[Saved entries]
──────────────────────────────
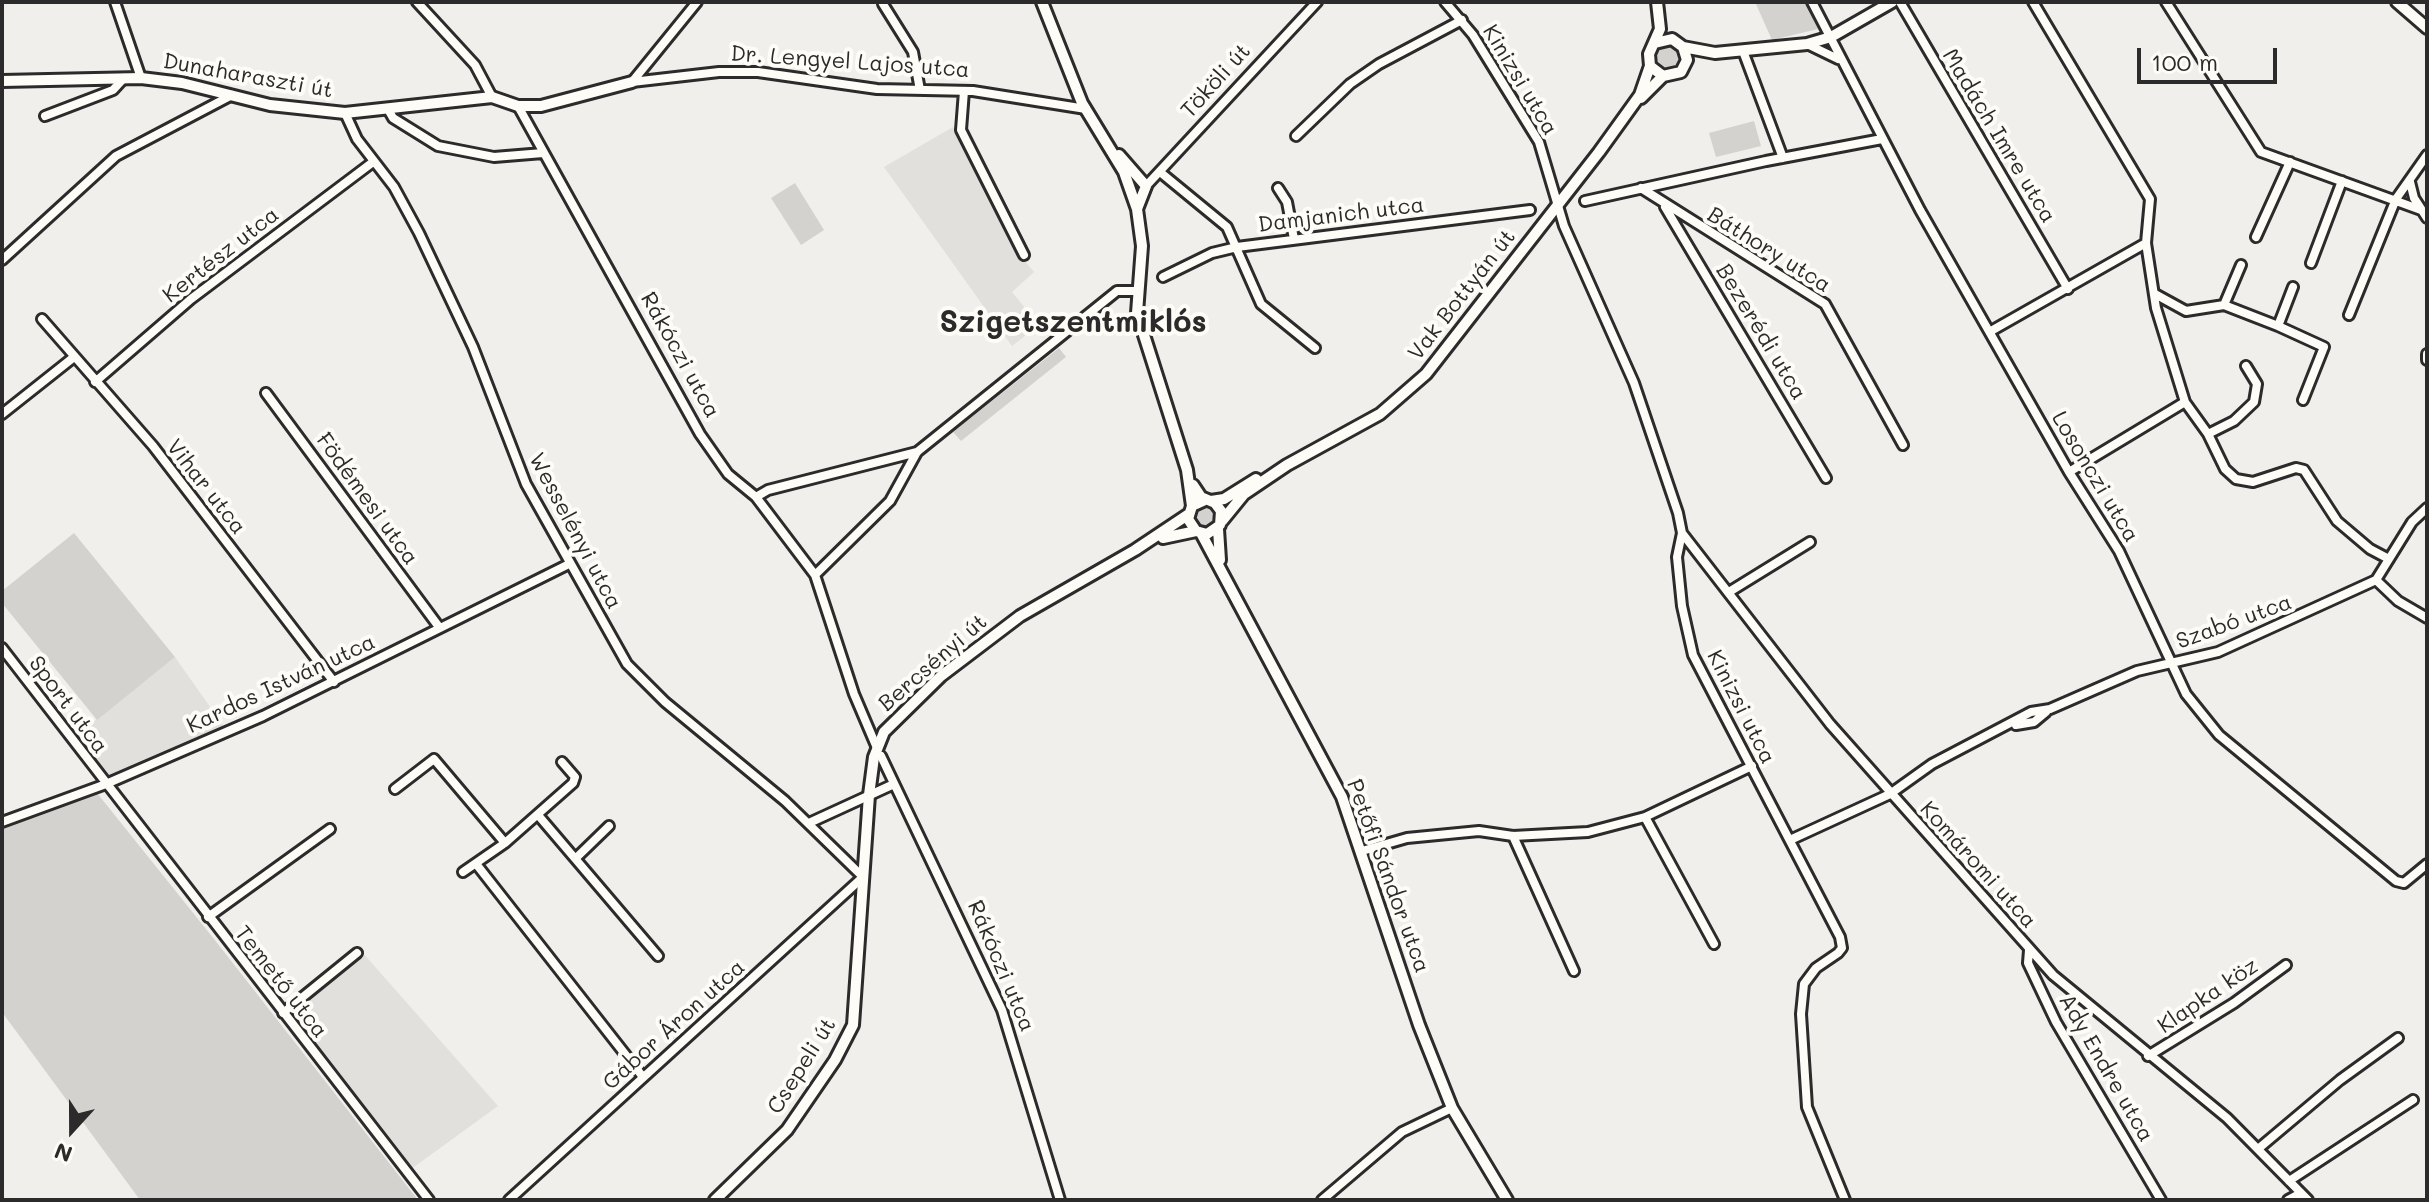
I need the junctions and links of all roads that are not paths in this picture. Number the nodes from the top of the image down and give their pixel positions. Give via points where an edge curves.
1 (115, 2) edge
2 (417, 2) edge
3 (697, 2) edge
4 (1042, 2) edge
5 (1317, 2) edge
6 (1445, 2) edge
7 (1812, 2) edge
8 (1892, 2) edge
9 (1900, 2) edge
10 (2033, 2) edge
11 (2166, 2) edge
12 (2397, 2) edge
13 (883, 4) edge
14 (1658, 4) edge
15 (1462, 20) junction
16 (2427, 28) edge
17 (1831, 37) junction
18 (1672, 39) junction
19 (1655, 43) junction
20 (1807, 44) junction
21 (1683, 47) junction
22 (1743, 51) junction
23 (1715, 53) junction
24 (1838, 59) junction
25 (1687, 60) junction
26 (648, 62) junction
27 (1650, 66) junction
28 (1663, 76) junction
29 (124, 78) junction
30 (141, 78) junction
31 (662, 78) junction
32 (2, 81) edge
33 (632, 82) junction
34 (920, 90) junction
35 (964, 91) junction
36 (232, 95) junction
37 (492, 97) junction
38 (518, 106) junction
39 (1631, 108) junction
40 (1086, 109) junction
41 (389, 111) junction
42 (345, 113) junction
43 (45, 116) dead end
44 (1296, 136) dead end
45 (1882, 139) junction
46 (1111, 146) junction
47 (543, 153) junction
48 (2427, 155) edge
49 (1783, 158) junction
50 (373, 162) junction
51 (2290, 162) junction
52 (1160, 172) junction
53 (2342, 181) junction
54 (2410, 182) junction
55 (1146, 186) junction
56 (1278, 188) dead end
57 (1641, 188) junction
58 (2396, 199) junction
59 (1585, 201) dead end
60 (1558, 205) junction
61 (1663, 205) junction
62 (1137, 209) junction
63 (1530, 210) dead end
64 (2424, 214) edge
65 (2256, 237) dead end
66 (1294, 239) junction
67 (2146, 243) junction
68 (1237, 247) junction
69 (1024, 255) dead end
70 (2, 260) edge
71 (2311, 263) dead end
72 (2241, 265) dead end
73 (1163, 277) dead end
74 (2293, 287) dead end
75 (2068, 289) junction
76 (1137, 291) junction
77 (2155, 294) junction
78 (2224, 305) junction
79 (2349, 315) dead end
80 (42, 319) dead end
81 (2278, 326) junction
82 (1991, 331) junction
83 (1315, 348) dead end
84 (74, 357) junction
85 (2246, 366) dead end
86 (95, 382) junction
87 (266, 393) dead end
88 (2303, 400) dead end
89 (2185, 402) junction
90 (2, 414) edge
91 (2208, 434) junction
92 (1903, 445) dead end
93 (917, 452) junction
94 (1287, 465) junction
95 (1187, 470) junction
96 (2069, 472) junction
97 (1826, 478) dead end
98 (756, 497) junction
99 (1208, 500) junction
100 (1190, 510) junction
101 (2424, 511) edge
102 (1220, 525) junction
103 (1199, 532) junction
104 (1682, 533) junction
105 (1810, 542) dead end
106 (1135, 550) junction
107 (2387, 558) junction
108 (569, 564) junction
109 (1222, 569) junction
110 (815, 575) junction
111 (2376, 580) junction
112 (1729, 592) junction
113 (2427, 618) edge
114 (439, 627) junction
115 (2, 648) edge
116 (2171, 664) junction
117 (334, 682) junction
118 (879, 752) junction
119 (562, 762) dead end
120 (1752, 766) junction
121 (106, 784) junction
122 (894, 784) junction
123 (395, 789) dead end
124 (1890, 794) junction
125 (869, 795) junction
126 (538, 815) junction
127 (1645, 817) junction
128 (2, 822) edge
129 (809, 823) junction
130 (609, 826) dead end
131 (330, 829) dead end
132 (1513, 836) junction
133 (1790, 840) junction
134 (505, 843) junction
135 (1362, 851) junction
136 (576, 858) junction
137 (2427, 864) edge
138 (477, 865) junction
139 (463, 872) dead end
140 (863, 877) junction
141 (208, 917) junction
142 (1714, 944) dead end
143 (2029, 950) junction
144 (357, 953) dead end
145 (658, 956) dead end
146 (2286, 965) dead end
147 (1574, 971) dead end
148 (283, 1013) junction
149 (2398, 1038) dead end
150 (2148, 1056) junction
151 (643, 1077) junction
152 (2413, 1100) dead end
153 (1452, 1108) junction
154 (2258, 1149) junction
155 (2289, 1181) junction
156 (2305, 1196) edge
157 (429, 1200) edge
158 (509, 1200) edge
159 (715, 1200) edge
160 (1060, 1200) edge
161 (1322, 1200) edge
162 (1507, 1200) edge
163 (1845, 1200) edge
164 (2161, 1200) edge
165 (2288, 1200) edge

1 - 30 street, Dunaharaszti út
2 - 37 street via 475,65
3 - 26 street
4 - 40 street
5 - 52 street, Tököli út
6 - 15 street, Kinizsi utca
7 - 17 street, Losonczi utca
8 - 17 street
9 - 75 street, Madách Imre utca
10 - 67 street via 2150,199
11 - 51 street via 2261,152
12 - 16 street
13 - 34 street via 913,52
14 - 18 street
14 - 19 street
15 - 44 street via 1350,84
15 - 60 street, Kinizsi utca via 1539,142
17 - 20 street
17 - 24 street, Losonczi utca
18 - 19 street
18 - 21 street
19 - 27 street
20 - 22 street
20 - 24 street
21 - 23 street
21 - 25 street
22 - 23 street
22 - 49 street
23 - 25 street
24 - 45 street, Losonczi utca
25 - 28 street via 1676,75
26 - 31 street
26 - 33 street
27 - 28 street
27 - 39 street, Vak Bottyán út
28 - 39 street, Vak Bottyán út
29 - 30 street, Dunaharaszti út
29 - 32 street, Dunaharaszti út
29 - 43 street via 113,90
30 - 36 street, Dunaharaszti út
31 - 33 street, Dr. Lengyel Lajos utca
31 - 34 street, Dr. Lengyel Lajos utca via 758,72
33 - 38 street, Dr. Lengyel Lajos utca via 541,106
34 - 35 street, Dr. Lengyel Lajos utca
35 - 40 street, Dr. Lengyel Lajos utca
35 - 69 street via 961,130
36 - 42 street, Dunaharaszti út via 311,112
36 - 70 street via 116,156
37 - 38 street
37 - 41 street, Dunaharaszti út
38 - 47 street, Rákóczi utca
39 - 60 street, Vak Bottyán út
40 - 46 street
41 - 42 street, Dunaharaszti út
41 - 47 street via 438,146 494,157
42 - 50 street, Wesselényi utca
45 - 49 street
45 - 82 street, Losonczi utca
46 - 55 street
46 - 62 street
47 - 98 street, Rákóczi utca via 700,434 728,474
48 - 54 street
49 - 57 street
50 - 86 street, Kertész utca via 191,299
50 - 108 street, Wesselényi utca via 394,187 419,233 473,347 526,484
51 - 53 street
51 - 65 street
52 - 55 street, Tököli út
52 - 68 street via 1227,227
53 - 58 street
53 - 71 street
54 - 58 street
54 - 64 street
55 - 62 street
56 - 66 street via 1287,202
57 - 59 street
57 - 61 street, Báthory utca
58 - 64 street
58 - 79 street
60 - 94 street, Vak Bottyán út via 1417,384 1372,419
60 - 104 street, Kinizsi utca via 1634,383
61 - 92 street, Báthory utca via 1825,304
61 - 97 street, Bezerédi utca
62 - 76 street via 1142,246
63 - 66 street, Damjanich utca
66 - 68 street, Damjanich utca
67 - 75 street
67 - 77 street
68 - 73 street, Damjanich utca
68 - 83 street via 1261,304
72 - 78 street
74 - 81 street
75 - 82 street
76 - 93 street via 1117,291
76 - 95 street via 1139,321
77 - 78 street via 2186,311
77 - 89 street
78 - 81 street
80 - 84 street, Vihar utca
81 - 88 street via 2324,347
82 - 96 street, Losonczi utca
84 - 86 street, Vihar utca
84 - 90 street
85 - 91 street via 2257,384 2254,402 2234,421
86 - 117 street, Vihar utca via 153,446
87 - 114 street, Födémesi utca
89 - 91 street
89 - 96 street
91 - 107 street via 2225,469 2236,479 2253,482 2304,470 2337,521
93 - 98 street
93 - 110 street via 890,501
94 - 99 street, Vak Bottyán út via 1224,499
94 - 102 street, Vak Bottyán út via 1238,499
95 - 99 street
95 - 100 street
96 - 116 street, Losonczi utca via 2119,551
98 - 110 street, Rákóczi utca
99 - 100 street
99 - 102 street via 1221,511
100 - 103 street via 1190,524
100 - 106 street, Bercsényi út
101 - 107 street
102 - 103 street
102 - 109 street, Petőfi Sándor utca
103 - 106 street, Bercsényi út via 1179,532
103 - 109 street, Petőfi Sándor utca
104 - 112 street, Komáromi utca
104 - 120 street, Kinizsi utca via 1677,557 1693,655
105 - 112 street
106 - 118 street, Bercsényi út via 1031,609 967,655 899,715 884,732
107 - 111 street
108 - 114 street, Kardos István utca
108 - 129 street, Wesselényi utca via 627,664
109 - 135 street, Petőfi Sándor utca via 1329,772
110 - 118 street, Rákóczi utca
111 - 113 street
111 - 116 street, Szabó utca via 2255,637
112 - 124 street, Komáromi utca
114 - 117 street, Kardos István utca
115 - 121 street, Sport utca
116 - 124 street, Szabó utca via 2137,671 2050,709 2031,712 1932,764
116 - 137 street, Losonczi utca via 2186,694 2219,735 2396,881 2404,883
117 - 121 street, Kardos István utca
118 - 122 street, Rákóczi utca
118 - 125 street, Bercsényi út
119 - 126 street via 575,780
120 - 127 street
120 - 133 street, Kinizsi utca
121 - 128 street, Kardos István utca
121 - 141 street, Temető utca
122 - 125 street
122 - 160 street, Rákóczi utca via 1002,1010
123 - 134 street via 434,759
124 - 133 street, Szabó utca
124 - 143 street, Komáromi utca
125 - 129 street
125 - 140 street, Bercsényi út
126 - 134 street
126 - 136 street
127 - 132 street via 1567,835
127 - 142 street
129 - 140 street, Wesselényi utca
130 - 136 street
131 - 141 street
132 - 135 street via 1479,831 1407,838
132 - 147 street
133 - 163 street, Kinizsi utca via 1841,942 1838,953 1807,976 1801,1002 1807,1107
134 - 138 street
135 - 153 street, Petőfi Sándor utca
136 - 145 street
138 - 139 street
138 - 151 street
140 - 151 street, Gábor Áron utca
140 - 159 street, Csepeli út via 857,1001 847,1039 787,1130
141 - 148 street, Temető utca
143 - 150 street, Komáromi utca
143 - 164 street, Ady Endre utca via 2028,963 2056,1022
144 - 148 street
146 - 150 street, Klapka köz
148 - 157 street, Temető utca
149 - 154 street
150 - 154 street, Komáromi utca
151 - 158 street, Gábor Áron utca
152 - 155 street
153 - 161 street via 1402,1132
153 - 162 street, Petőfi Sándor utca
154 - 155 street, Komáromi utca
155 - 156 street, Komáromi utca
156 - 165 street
──────────────────────────────
--- Exercise details ---
Find the lines that mention "Lengyel" in the entries and show them.

--- Reply to the task ---
31 - 33 street, Dr. Lengyel Lajos utca
31 - 34 street, Dr. Lengyel Lajos utca via 758,72
33 - 38 street, Dr. Lengyel Lajos utca via 541,106
34 - 35 street, Dr. Lengyel Lajos utca
35 - 40 street, Dr. Lengyel Lajos utca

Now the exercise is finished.